I miss him. I'm lonely. I'm sad & absolutely heartbroken. It's depressing. I still love him to pieces and miss seeing his face.

But, there are also moments now when I'm relieved. Moments that I'm at peace with this decision and feeling as though moving on is truly for the best. I'll qualify that by saying this has been an on again/off again thing for the past 6 months, so I've had some time to come to those positive feelings.

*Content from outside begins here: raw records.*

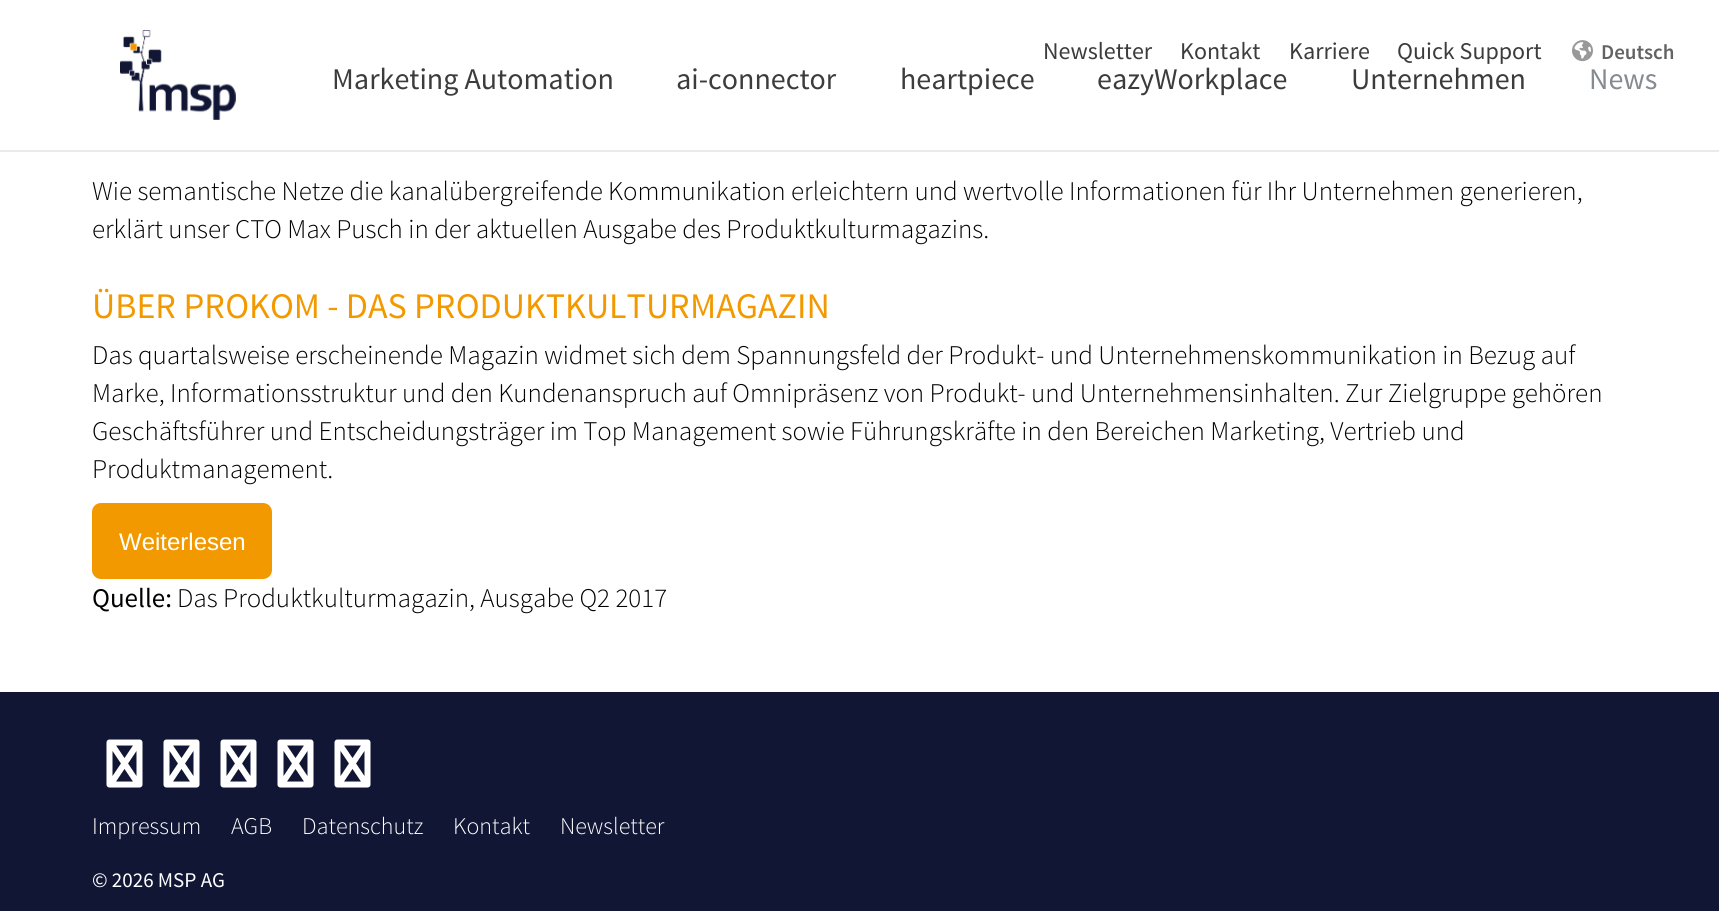 #include <cairo.h>
#include <math.h>
#include <stddef.h>

static cairo_t *ctx;

static void use_color(int r, int g, int b) {
    cairo_set_source_rgb(ctx, r / 255.0, g / 255.0, b / 255.0);
}

static void round_rect(double x, double y, double w, double h, double r) {
    cairo_new_sub_path(ctx);
    cairo_arc(ctx, x + w - r, y + h - r, r, 0, M_PI / 2);
    cairo_arc(ctx, x + r, y + h - r, r, M_PI / 2, M_PI);
    cairo_arc(ctx, x + r, y + r, r, M_PI, 1.5 * M_PI);
    cairo_arc(ctx, x + w - r, y + r, r, 1.5 * M_PI, 2 * M_PI);
    cairo_close_path(ctx);
}

static void picture(const char *path, double x, double y, double w, double h) {
    cairo_surface_t *image = cairo_image_surface_create_from_png(path);
    cairo_save(ctx);
    cairo_set_source_surface(ctx, image, x, y);
    cairo_rectangle(ctx, x, y, w, h);
    cairo_fill(ctx);
    cairo_restore(ctx);
    cairo_surface_destroy(image);
}

int main(void) {
    cairo_surface_t *surface = cairo_image_surface_create(CAIRO_FORMAT_RGB24, 1719, 911);
    ctx = cairo_create(surface);
    cairo_font_options_t *options = cairo_font_options_create();
    cairo_font_options_set_hint_metrics(options, CAIRO_HINT_METRICS_OFF);
    cairo_font_options_set_hint_style(options, CAIRO_HINT_STYLE_NONE);
    cairo_set_font_options(ctx, options);
    cairo_set_miter_limit(ctx, 4);
    use_color(255, 255, 255);
    cairo_paint(ctx);
    picture("img1.png", 120, 30, 116, 90);
    cairo_select_font_face(ctx, "Source Sans Pro", CAIRO_FONT_SLANT_NORMAL, CAIRO_FONT_WEIGHT_NORMAL);
    cairo_set_font_size(ctx, 24);
    use_color(60, 60, 60);
    cairo_move_to(ctx, 1043, 59);
    cairo_show_text(ctx, "Newsletter");
    cairo_move_to(ctx, 1180, 59);
    cairo_show_text(ctx, "Kontakt");
    cairo_move_to(ctx, 1289, 59);
    cairo_show_text(ctx, "Karriere");
    cairo_move_to(ctx, 1397, 59);
    cairo_show_text(ctx, "Quick Support");
    picture("img2.png", 1572, 40, 21, 22);
    cairo_select_font_face(ctx, "Source Sans Pro SemiBold", CAIRO_FONT_SLANT_NORMAL, CAIRO_FONT_WEIGHT_NORMAL);
    cairo_set_font_size(ctx, 21);
    use_color(99, 99, 99);
    cairo_move_to(ctx, 1601, 59);
    cairo_show_text(ctx, "Deutsch");
    cairo_select_font_face(ctx, "Source Sans Pro", CAIRO_FONT_SLANT_NORMAL, CAIRO_FONT_WEIGHT_NORMAL);
    cairo_set_font_size(ctx, 30);
    use_color(60, 60, 60);
    cairo_move_to(ctx, 332, 89);
    cairo_show_text(ctx, "Marketing Automation");
    cairo_move_to(ctx, 676, 89);
    cairo_show_text(ctx, "ai-connector");
    cairo_move_to(ctx, 900, 89);
    cairo_show_text(ctx, "heartpiece");
    cairo_move_to(ctx, 1097, 89);
    cairo_show_text(ctx, "eazyWorkplace");
    cairo_move_to(ctx, 1351, 89);
    cairo_show_text(ctx, "Unternehmen");
    use_color(134, 139, 145);
    cairo_move_to(ctx, 1589, 89);
    cairo_show_text(ctx, "News");
    use_color(234, 234, 234);
    cairo_rectangle(ctx, 0, 150, 1719, 2);
    cairo_fill(ctx);
    cairo_select_font_face(ctx, "Source Sans Pro Light", CAIRO_FONT_SLANT_NORMAL, CAIRO_FONT_WEIGHT_NORMAL);
    cairo_set_font_size(ctx, 27);
    use_color(0, 0, 0);
    cairo_move_to(ctx, 92, 200);
    cairo_show_text(ctx, "Wie semantische Netze die kanalübergreifende Kommunikation erleichtern und wertvolle Informationen für Ihr Unternehmen generieren,");
    cairo_move_to(ctx, 92, 238);
    cairo_show_text(ctx, "erklärt unser CTO Max Pusch in der aktuellen Ausgabe des Produktkulturmagazins.");
    cairo_select_font_face(ctx, "Source Sans Pro", CAIRO_FONT_SLANT_NORMAL, CAIRO_FONT_WEIGHT_NORMAL);
    cairo_set_font_size(ctx, 36);
    use_color(243, 153, 0);
    cairo_move_to(ctx, 92, 318);
    cairo_show_text(ctx, "ÜBER PROKOM - DAS PRODUKTKULTURMAGAZIN");
    cairo_select_font_face(ctx, "Source Sans Pro Light", CAIRO_FONT_SLANT_NORMAL, CAIRO_FONT_WEIGHT_NORMAL);
    cairo_set_font_size(ctx, 27);
    use_color(0, 0, 0);
    cairo_move_to(ctx, 92, 364);
    cairo_show_text(ctx, "Das quartalsweise erscheinende Magazin widmet sich dem Spannungsfeld der Produkt- und Unternehmenskommunikation in Bezug auf");
    cairo_move_to(ctx, 92, 402);
    cairo_show_text(ctx, "Marke, Informationsstruktur und den Kundenanspruch auf Omnipräsenz von Produkt- und Unternehmensinhalten. Zur Zielgruppe gehören");
    cairo_move_to(ctx, 92, 440);
    cairo_show_text(ctx, "Geschäftsführer und Entscheidungsträger im Top Management sowie Führungskräfte in den Bereichen Marketing, Vertrieb und");
    cairo_move_to(ctx, 92, 478);
    cairo_show_text(ctx, "Produktmanagement.");
    use_color(243, 153, 0);
    round_rect(92, 503, 180, 76, 9);
    cairo_fill(ctx);
    cairo_select_font_face(ctx, "Liberation Sans", CAIRO_FONT_SLANT_NORMAL, CAIRO_FONT_WEIGHT_NORMAL);
    cairo_set_font_size(ctx, 24);
    use_color(255, 255, 255);
    cairo_move_to(ctx, 119, 550);
    cairo_show_text(ctx, "Weiterlesen");
    cairo_select_font_face(ctx, "Source Sans Pro", CAIRO_FONT_SLANT_NORMAL, CAIRO_FONT_WEIGHT_NORMAL);
    cairo_set_font_size(ctx, 27);
    use_color(0, 0, 0);
    cairo_move_to(ctx, 92, 607);
    cairo_show_text(ctx, "Quelle:");
    cairo_select_font_face(ctx, "Source Sans Pro Light", CAIRO_FONT_SLANT_NORMAL, CAIRO_FONT_WEIGHT_NORMAL);
    cairo_move_to(ctx, 177, 607);
    cairo_show_text(ctx, "Das Produktkulturmagazin, Ausgabe Q2 2017");
    use_color(17, 22, 53);
    cairo_rectangle(ctx, 0, 692, 1719, 219);
    cairo_fill(ctx);
    picture("img3.png", 106, 739, 37, 49);
    picture("img3.png", 163, 739, 37, 49);
    picture("img3.png", 220, 739, 37, 49);
    picture("img3.png", 277, 739, 37, 49);
    picture("img3.png", 334, 739, 37, 49);
    cairo_set_font_size(ctx, 24);
    use_color(255, 255, 255);
    cairo_move_to(ctx, 92, 834);
    cairo_show_text(ctx, "Impressum");
    cairo_move_to(ctx, 231, 834);
    cairo_show_text(ctx, "AGB");
    cairo_move_to(ctx, 302, 834);
    cairo_show_text(ctx, "Datenschutz");
    cairo_move_to(ctx, 453, 834);
    cairo_show_text(ctx, "Kontakt");
    cairo_move_to(ctx, 560, 834);
    cairo_show_text(ctx, "Newsletter");
    cairo_select_font_face(ctx, "Source Sans Pro", CAIRO_FONT_SLANT_NORMAL, CAIRO_FONT_WEIGHT_NORMAL);
    cairo_set_font_size(ctx, 21);
    cairo_move_to(ctx, 92, 887);
    cairo_show_text(ctx, "© 2026 MSP AG");
    cairo_surface_write_to_png(surface, "result.png");
    cairo_font_options_destroy(options);
    cairo_destroy(ctx);
    cairo_surface_destroy(surface);
    return 0;
}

The first of our break-ups/fights left me completely frozen, broken into shattered pieces and a complete mess with little resemblance of the person I was before we met. I'd lay in bed and cry, for days. I couldn't breathe, I couldn't function. My life felt over - I had never felt so lost and hopeless and hope I never do again. Those very feelings are a large part of why I'm staying away now, even thought I want to run back to him more than anything. I'm terrified of ever sinking that low again and I know, with all of my heart, that if I go back, those feelings are there waiting to grab hold of me again. I'm more scared of those feelings than I am desperate to be with him. I didn't think I wanted to live anymore.... and that's not a good place to be. It's a terrifying place to be.

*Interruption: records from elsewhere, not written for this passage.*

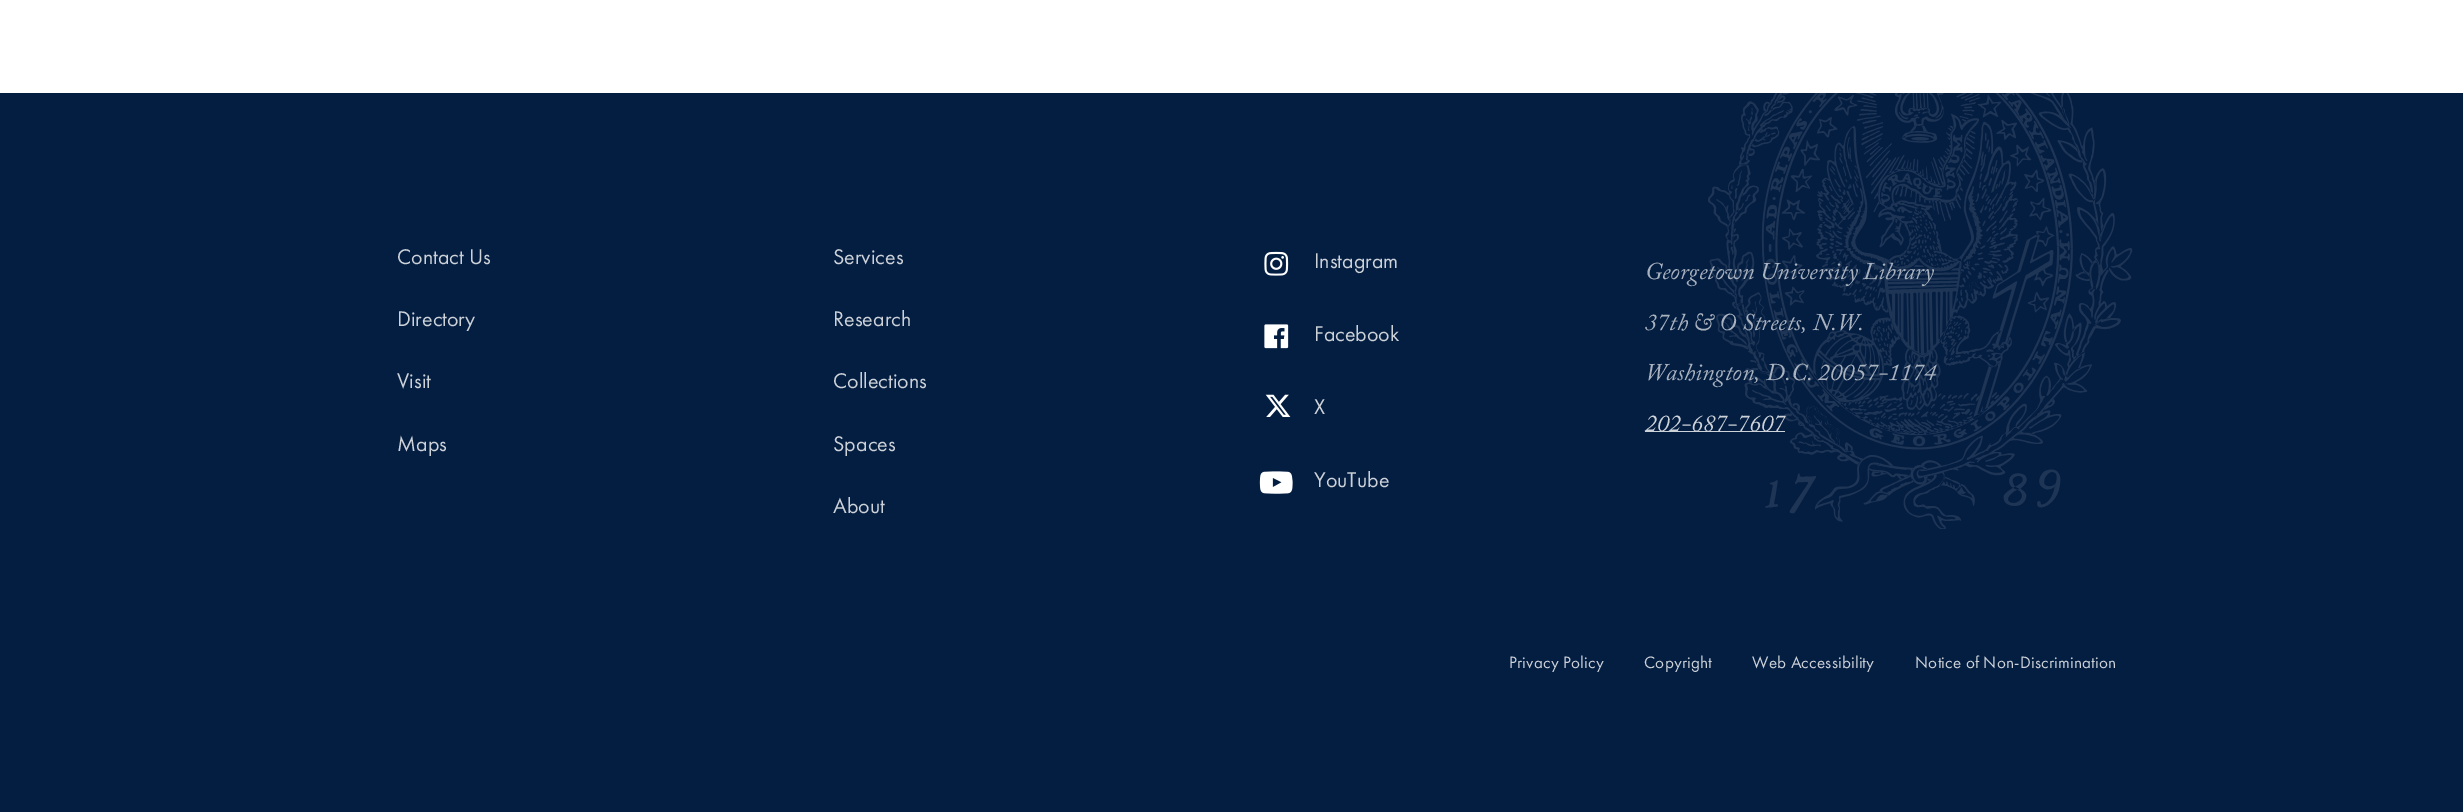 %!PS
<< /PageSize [2463 812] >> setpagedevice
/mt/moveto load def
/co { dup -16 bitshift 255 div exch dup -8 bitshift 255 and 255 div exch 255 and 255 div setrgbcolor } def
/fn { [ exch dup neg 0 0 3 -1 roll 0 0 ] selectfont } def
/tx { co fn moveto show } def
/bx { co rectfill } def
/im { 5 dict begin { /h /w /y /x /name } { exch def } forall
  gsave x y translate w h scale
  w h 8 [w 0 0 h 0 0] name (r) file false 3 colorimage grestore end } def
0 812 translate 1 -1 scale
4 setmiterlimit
0 0 2463 812 16#FFFFFF bx
0 93 2463 719 16#041E42 bx
(media/1.raw) 1708 93 425 436 im
(media/2.raw) 1264 251 25 25 im
(media/3.raw) 1264 324 25 25 im
(media/4.raw) 1265 394 26 23 im
(media/5.raw) 1259 471 34 23 im
1645 431 140 1 16#CDD2D9 bx
(Contact Us) 397 264 /FuturaPT-Regular 22 16#CDD2D9 tx
(Directory) 397 326 /FuturaPT-Regular 22 16#CDD2D9 tx
(Visit) 397 388 /FuturaPT-Regular 22 16#CDD2D9 tx
(Maps) 397 451 /FuturaPT-Regular 22 16#CDD2D9 tx
(Services) 833 264 /FuturaPT-Regular 22 16#CDD2D9 tx
(Research) 833 326 /FuturaPT-Regular 22 16#CDD2D9 tx
(Collections) 833 388 /FuturaPT-Regular 22 16#CDD2D9 tx
(Spaces) 833 451 /FuturaPT-Regular 22 16#CDD2D9 tx
(About) 833 513 /FuturaPT-Regular 22 16#CDD2D9 tx
(Instagram) 1314 268 /FuturaPT-Regular 22 16#CDD2D9 tx
(Facebook) 1314 341 /FuturaPT-Regular 22 16#CDD2D9 tx
(X) 1314 414 /FuturaPT-Regular 22 16#CDD2D9 tx
(YouTube) 1314 487 /FuturaPT-Regular 22 16#CDD2D9 tx
(Georgetown University Library) 1645 279 /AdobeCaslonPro-Italic 24 16#A9B2BF tx
(37th & O Streets, N.W.) 1645 330 /AdobeCaslonPro-Italic 24 16#A9B2BF tx
(Washington, D.C. 20057-1174) 1645 380 /AdobeCaslonPro-Italic 24 16#A9B2BF tx
(202-687-7607) 1645 431 /AdobeCaslonPro-Italic 24 16#CDD2D9 tx
/FuturaPT-Regular 17.1 fn
1509 668 mt .25 0 (Privacy Policy) ashow
1644 668 mt .25 0 (Copyright) ashow
1752 668 mt .25 0 (Web Accessibility) ashow
1915 668 mt .25 0 (Notice of Non-Discrimination) ashow
showpage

I miss feeling the intense connection we had, I miss his arms around me, I miss the great times we had when he was sober (although rare). When it was good, it was fantastic. When it was bad, it was so, so very bad.

I don't miss the lies. I don't miss the daily uncertainty, nor the anticipation of the next episode. I don't miss the broken promises of 'I'll stop drinking', 'I'll be better', 'I love you' and I certainly don't miss the missed birthdays or special times that he was passed out drunk.

I've never dealt with a harder break-up, I'll say that.

I wanted to fix him. I wanted to make it all better for him. I wanted so much more for him. I want him to get better, but I don't see that happening anytime soon and it's just so sad.

Now though, I have to want to fix me and make it all better for me. I need to want as much for me as I wanted for him. I'm working on that.... slowly, I think I'm getting it, but it's a hard transition after being the person who took care of everyone else for so long. I still love him. I might always love him, but right now, I need to love me more. After the hell of this relationship and the toll it's taken on me, I deserve to love me for once. Loving myself has proven to be extremely hard and it shouldn't be this hard. That is my focus right now and I need that focus to keep moving forward.


You're so not alone - I feel your pain, as it's the same pain deep inside of me that I'm fighting daily too.

I'm so sorry you're going through this too. Hang in there - I promise there is a light at the end of this dark tunnel. You'll find it, just keep moving forward. It's there.